Start of Provided data

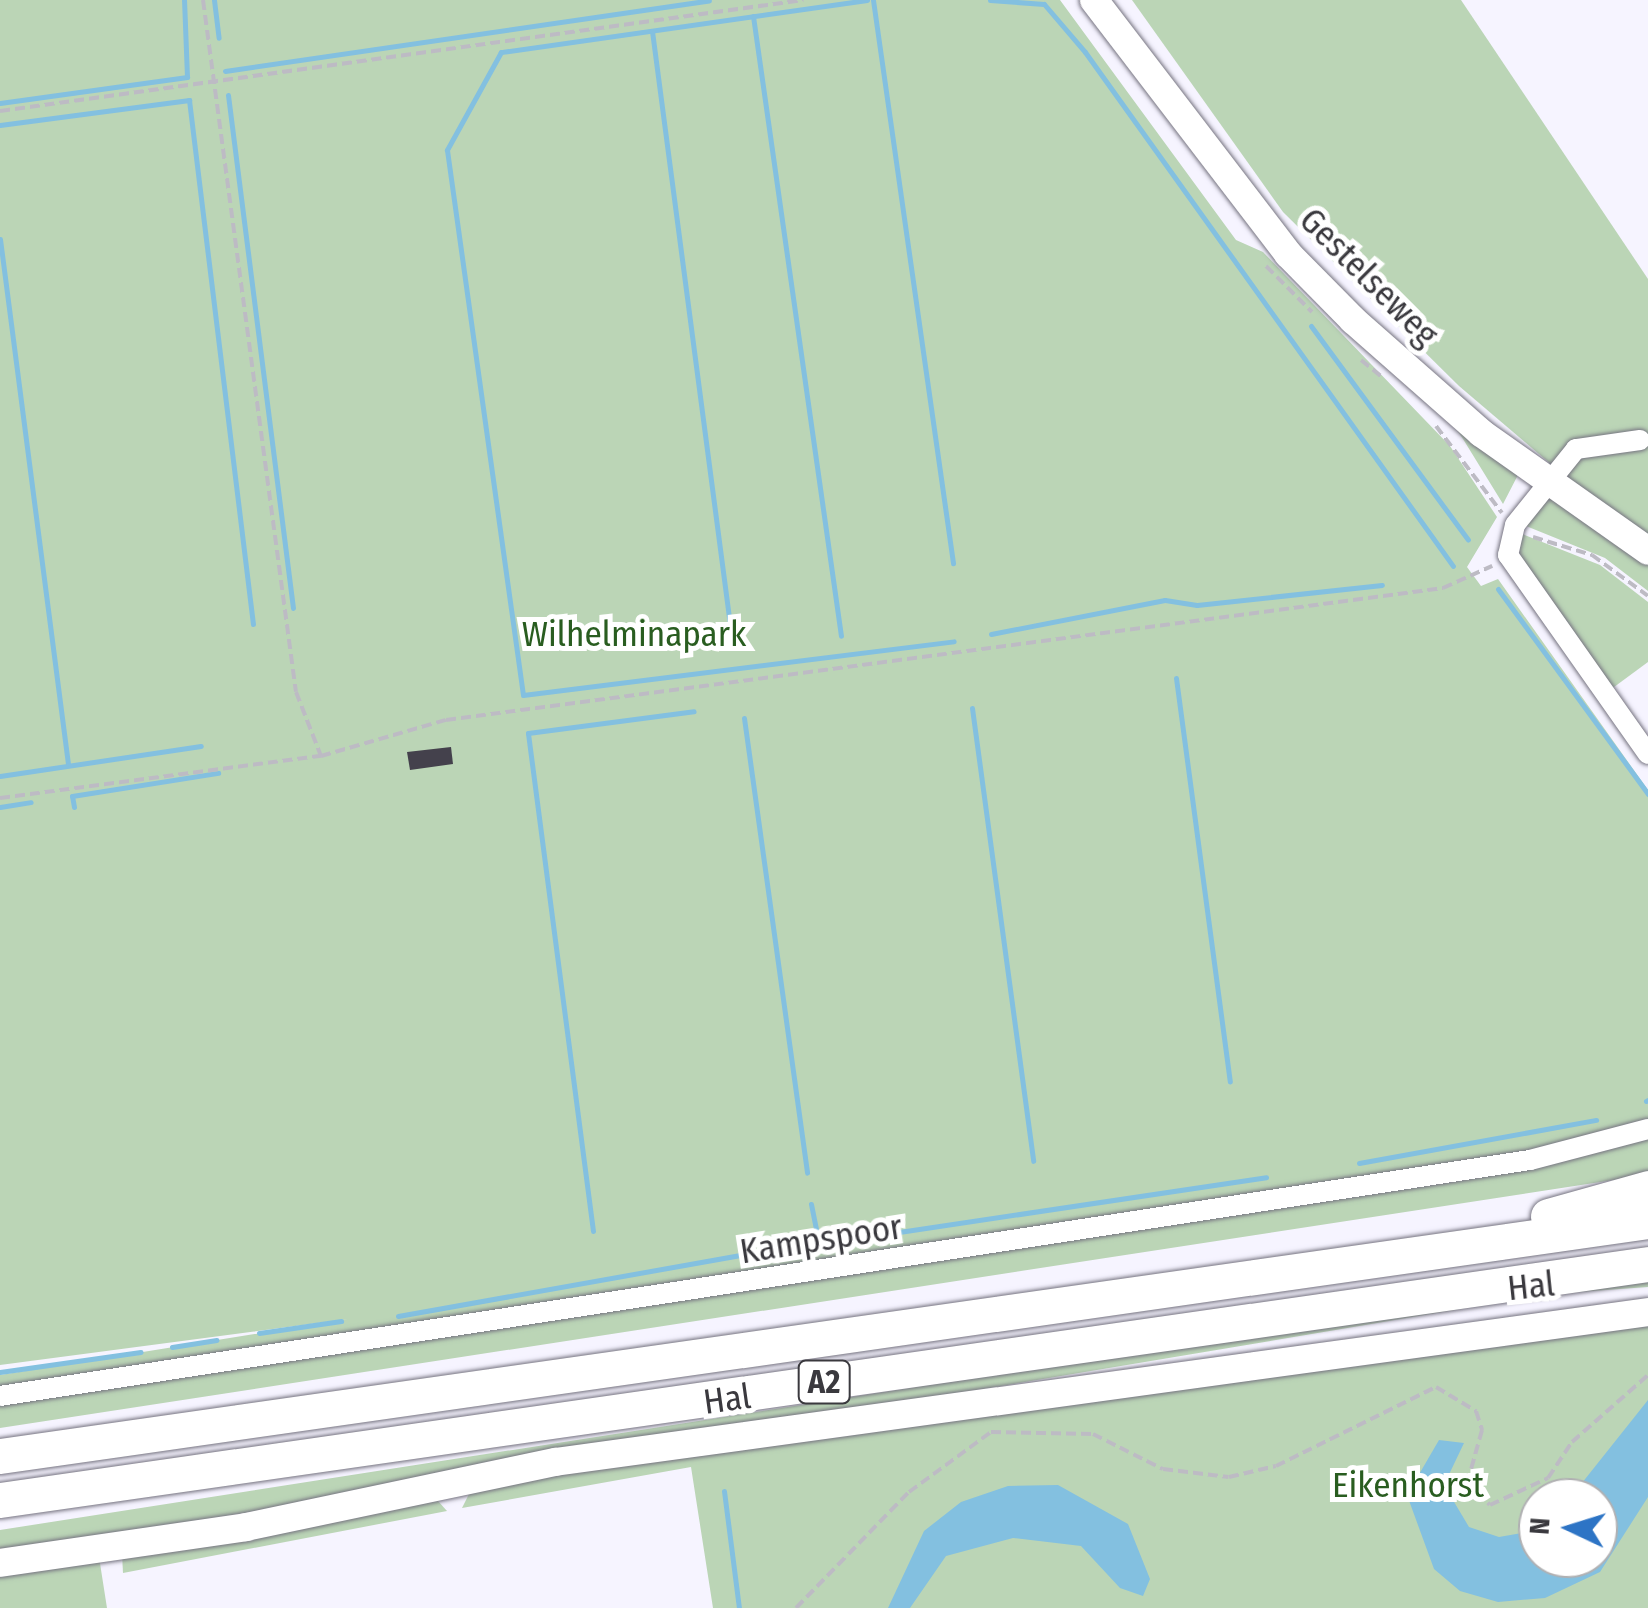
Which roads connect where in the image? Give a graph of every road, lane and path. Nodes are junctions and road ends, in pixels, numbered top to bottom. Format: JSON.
{"nodes":[{"id":1,"x":203,"y":0,"type":"edge"},
{"id":2,"x":803,"y":0,"type":"edge"},
{"id":3,"x":1094,"y":0,"type":"edge"},
{"id":4,"x":214,"y":81,"type":"junction"},
{"id":5,"x":0,"y":111,"type":"edge"},
{"id":6,"x":1640,"y":440,"type":"dead end"},
{"id":7,"x":1546,"y":480,"type":"junction"},
{"id":8,"x":1515,"y":524,"type":"junction"},
{"id":9,"x":1648,"y":551,"type":"edge"},
{"id":10,"x":1508,"y":555,"type":"junction"},
{"id":11,"x":1648,"y":596,"type":"edge"},
{"id":12,"x":1648,"y":754,"type":"edge"},
{"id":13,"x":321,"y":756,"type":"junction"},
{"id":14,"x":0,"y":798,"type":"edge"},
{"id":15,"x":1648,"y":1129,"type":"edge"},
{"id":16,"x":1648,"y":1188,"type":"edge"},
{"id":17,"x":1648,"y":1221,"type":"edge"},
{"id":18,"x":1382,"y":1259,"type":"junction"},
{"id":19,"x":1648,"y":1264,"type":"edge"},
{"id":20,"x":1648,"y":1312,"type":"edge"},
{"id":21,"x":1648,"y":1375,"type":"edge"},
{"id":22,"x":0,"y":1396,"type":"edge"},
{"id":23,"x":0,"y":1456,"type":"edge"},
{"id":24,"x":0,"y":1500,"type":"edge"},
{"id":25,"x":0,"y":1563,"type":"edge"},
{"id":26,"x":796,"y":1608,"type":"edge"}],
"edges":[{"from":1,"to":4,"type":"path"},
{"from":2,"to":4,"type":"path"},
{"from":3,"to":7,"type":"street","name":"Gestelseweg"},
{"from":4,"to":5,"type":"path"},
{"from":4,"to":13,"type":"path"},
{"from":6,"to":7,"type":"street"},
{"from":7,"to":8,"type":"street"},
{"from":7,"to":9,"type":"street","name":"Gestelseweg"},
{"from":8,"to":10,"type":"street"},
{"from":8,"to":11,"type":"path"},
{"from":10,"to":12,"type":"street"},
{"from":10,"to":13,"type":"path"},
{"from":13,"to":14,"type":"path"},
{"from":15,"to":22,"type":"street","name":"Kampspoor"},
{"from":16,"to":18,"type":"highway","number":"A2"},
{"from":17,"to":18,"type":"highway","number":"A2"},
{"from":18,"to":23,"type":"highway","number":"A2"},
{"from":19,"to":24,"type":"highway","number":"A2"},
{"from":20,"to":25,"type":"street","name":"Hal"},
{"from":21,"to":26,"type":"path"}]}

End of Provided data

Should a record include a picture, drop the picture and write out the remainder exactly.

Which roads connect where in the image? Give a graph of every road, lane and path. Nodes are junctions and road ends, in pixels, numbered top to bottom. Format: JSON.
{"nodes":[{"id":1,"x":203,"y":0,"type":"edge"},
{"id":2,"x":803,"y":0,"type":"edge"},
{"id":3,"x":1094,"y":0,"type":"edge"},
{"id":4,"x":214,"y":81,"type":"junction"},
{"id":5,"x":0,"y":111,"type":"edge"},
{"id":6,"x":1640,"y":440,"type":"dead end"},
{"id":7,"x":1546,"y":480,"type":"junction"},
{"id":8,"x":1515,"y":524,"type":"junction"},
{"id":9,"x":1648,"y":551,"type":"edge"},
{"id":10,"x":1508,"y":555,"type":"junction"},
{"id":11,"x":1648,"y":596,"type":"edge"},
{"id":12,"x":1648,"y":754,"type":"edge"},
{"id":13,"x":321,"y":756,"type":"junction"},
{"id":14,"x":0,"y":798,"type":"edge"},
{"id":15,"x":1648,"y":1129,"type":"edge"},
{"id":16,"x":1648,"y":1188,"type":"edge"},
{"id":17,"x":1648,"y":1221,"type":"edge"},
{"id":18,"x":1382,"y":1259,"type":"junction"},
{"id":19,"x":1648,"y":1264,"type":"edge"},
{"id":20,"x":1648,"y":1312,"type":"edge"},
{"id":21,"x":1648,"y":1375,"type":"edge"},
{"id":22,"x":0,"y":1396,"type":"edge"},
{"id":23,"x":0,"y":1456,"type":"edge"},
{"id":24,"x":0,"y":1500,"type":"edge"},
{"id":25,"x":0,"y":1563,"type":"edge"},
{"id":26,"x":796,"y":1608,"type":"edge"}],
"edges":[{"from":1,"to":4,"type":"path"},
{"from":2,"to":4,"type":"path"},
{"from":3,"to":7,"type":"street","name":"Gestelseweg"},
{"from":4,"to":5,"type":"path"},
{"from":4,"to":13,"type":"path"},
{"from":6,"to":7,"type":"street"},
{"from":7,"to":8,"type":"street"},
{"from":7,"to":9,"type":"street","name":"Gestelseweg"},
{"from":8,"to":10,"type":"street"},
{"from":8,"to":11,"type":"path"},
{"from":10,"to":12,"type":"street"},
{"from":10,"to":13,"type":"path"},
{"from":13,"to":14,"type":"path"},
{"from":15,"to":22,"type":"street","name":"Kampspoor"},
{"from":16,"to":18,"type":"highway","number":"A2"},
{"from":17,"to":18,"type":"highway","number":"A2"},
{"from":18,"to":23,"type":"highway","number":"A2"},
{"from":19,"to":24,"type":"highway","number":"A2"},
{"from":20,"to":25,"type":"street","name":"Hal"},
{"from":21,"to":26,"type":"path"}]}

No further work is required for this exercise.